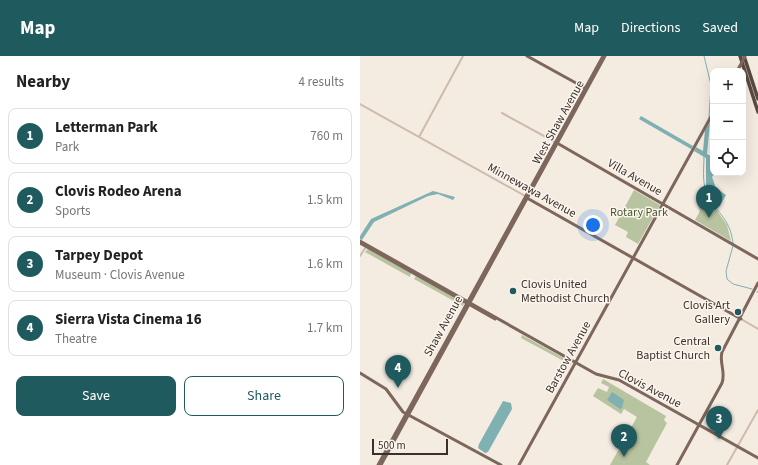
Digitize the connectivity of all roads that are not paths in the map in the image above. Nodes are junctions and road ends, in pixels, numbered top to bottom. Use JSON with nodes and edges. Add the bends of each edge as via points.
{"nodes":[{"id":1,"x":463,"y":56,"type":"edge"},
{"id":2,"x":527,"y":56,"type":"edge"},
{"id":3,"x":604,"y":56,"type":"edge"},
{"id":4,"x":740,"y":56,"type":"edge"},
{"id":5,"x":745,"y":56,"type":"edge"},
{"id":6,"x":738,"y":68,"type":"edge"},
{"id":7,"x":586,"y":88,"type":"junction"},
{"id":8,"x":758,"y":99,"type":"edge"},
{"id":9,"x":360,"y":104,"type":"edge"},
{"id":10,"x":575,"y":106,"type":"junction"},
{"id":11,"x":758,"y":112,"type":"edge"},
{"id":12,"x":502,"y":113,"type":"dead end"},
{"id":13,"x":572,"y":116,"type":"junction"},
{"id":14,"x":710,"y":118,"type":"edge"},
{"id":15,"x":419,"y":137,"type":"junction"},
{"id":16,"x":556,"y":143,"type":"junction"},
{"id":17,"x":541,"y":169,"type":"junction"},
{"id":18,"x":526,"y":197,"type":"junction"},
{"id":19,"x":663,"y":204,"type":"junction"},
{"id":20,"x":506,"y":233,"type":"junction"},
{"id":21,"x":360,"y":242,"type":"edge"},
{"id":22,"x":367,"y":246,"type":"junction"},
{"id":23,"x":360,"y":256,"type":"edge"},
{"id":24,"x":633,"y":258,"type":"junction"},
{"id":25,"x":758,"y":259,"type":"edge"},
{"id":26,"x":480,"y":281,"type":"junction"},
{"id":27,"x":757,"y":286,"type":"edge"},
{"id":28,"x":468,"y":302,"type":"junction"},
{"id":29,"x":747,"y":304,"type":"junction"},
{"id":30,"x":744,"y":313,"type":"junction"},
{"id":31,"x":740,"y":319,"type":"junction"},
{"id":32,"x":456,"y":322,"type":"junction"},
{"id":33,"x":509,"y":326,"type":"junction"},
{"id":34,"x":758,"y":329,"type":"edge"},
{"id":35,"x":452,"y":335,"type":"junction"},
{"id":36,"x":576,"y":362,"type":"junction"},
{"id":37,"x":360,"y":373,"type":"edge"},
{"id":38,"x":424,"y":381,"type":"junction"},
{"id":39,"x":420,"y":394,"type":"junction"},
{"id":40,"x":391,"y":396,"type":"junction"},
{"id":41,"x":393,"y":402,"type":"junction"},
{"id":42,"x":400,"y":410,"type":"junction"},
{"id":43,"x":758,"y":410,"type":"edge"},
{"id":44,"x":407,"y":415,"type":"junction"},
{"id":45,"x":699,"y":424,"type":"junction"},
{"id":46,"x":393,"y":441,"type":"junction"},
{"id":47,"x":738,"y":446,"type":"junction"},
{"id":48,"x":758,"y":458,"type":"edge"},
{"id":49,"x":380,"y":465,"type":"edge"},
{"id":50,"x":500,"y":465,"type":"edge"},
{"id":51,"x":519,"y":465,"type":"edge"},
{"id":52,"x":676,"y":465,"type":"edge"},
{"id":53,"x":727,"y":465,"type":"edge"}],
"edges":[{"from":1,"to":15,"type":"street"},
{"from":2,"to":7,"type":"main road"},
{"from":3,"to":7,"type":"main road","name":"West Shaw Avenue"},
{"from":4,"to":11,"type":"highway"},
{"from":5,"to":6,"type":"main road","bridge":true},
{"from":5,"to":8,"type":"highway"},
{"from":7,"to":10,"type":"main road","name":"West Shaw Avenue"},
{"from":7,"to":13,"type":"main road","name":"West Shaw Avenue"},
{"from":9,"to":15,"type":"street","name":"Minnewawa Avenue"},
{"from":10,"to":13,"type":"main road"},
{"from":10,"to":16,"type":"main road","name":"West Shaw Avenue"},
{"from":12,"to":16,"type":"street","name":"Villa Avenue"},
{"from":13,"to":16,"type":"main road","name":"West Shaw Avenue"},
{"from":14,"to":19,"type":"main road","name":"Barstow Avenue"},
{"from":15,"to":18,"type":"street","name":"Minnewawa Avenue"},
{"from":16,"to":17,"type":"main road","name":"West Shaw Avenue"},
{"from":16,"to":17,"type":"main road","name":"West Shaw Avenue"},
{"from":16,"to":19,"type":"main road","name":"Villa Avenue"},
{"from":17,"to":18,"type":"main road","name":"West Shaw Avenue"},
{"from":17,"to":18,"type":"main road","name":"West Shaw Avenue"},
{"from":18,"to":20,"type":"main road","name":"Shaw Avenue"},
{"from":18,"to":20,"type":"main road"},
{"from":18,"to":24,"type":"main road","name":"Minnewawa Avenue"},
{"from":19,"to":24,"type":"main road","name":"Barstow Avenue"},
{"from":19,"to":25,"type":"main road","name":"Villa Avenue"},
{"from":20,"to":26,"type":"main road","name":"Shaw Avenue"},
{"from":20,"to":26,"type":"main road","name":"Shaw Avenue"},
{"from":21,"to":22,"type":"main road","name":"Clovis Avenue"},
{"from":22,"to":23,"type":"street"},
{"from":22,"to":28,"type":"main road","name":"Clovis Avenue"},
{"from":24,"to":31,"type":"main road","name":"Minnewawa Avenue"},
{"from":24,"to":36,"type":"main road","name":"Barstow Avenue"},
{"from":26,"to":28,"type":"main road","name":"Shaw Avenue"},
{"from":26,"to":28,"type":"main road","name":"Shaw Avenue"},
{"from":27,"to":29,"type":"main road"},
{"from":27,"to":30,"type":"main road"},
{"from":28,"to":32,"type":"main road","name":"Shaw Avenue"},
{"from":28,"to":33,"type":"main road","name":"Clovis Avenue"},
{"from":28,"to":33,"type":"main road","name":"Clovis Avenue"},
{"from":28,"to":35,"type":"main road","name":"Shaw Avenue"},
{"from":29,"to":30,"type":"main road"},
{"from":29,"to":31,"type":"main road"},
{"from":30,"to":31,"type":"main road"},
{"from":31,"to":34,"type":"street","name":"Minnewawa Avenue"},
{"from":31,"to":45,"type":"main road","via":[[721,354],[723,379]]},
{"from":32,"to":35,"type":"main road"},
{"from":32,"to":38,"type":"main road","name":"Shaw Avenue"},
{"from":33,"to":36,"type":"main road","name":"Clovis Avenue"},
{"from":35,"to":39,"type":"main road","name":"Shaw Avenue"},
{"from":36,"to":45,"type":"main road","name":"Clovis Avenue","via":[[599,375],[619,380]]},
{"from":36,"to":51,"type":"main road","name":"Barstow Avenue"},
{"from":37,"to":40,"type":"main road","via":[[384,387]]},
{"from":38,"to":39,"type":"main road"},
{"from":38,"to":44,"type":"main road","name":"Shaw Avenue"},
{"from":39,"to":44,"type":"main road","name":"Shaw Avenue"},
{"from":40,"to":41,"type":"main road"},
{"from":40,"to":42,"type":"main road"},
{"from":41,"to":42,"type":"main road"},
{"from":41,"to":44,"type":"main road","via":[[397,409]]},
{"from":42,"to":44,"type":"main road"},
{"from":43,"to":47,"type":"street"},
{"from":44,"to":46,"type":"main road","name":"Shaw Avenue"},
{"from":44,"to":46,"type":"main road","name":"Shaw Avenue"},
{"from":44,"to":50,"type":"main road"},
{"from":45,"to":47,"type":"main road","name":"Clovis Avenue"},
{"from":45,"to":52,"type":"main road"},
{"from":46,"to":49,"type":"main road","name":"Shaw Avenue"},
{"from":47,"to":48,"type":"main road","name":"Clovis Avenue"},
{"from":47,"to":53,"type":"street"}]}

++++++++++++++++++++

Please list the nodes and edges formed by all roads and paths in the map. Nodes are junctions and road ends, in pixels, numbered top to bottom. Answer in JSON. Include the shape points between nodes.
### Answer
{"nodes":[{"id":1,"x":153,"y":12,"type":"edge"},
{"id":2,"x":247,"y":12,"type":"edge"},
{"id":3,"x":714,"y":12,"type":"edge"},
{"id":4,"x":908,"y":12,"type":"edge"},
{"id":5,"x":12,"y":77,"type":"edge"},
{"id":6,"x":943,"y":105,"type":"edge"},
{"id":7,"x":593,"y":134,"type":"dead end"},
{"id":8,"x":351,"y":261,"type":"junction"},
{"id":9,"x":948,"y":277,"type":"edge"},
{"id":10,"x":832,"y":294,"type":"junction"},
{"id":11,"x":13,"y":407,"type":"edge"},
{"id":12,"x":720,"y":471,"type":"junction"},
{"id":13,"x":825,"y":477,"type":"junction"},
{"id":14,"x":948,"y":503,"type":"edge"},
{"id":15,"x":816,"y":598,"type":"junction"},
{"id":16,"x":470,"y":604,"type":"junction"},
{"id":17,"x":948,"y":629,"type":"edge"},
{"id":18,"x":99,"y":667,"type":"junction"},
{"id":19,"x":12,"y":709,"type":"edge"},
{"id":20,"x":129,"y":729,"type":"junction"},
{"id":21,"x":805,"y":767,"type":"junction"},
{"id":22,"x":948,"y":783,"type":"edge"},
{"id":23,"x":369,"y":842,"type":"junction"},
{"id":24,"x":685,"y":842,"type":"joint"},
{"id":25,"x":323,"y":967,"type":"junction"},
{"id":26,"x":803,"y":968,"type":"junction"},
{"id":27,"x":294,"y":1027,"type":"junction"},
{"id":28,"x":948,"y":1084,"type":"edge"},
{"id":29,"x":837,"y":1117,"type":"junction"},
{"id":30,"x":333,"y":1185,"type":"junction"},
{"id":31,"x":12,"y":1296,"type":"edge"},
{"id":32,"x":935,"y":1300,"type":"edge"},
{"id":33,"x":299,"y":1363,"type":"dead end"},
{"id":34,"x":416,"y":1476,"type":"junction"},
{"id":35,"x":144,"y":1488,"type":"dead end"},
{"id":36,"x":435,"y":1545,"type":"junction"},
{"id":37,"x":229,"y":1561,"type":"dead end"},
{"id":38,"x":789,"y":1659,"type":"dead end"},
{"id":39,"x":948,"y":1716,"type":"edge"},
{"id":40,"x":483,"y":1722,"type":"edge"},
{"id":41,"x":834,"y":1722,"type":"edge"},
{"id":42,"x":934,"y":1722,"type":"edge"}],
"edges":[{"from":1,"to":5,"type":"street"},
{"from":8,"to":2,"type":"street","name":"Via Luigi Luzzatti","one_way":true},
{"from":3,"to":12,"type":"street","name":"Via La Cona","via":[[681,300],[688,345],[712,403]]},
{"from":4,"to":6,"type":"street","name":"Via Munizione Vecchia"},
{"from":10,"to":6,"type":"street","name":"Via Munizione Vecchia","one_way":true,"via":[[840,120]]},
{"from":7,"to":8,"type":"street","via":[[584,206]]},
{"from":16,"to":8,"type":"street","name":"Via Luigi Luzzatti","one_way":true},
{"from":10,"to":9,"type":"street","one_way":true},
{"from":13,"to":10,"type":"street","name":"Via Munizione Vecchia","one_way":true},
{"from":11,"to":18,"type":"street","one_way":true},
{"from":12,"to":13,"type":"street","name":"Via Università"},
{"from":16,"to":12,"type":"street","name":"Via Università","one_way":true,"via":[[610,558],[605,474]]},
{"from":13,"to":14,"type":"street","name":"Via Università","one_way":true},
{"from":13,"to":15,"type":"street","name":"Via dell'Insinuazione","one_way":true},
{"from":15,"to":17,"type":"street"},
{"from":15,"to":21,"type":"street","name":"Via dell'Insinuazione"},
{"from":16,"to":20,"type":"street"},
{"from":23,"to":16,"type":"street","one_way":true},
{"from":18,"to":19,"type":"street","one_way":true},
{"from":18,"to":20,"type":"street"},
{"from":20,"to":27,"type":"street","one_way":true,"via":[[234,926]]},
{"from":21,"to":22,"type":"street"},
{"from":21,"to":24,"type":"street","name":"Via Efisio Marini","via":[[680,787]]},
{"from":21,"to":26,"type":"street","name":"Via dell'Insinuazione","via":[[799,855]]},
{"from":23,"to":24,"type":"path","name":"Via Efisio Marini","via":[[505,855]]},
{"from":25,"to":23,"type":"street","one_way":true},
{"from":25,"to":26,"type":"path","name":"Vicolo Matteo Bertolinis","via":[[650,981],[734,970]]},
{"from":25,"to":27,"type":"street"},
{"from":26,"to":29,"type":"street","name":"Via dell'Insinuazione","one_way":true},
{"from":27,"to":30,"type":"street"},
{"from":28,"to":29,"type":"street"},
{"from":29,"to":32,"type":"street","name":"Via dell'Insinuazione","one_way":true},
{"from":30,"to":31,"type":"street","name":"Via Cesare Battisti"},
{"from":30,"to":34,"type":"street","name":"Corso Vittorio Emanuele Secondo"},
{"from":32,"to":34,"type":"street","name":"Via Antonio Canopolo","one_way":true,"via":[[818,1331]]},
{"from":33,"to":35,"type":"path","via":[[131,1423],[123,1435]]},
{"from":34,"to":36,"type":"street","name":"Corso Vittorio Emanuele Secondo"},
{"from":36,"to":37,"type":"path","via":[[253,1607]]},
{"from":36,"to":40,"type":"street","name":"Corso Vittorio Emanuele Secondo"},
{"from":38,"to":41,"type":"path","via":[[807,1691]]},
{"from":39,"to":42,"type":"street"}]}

++++++++++++++++++++

-- Exercise details --
Scan the records above for the word "Minnewawa" and return every line where it occurs.

-- Answer section --
{"from":9,"to":15,"type":"street","name":"Minnewawa Avenue"},
{"from":15,"to":18,"type":"street","name":"Minnewawa Avenue"},
{"from":18,"to":24,"type":"main road","name":"Minnewawa Avenue"},
{"from":24,"to":31,"type":"main road","name":"Minnewawa Avenue"},
{"from":31,"to":34,"type":"street","name":"Minnewawa Avenue"},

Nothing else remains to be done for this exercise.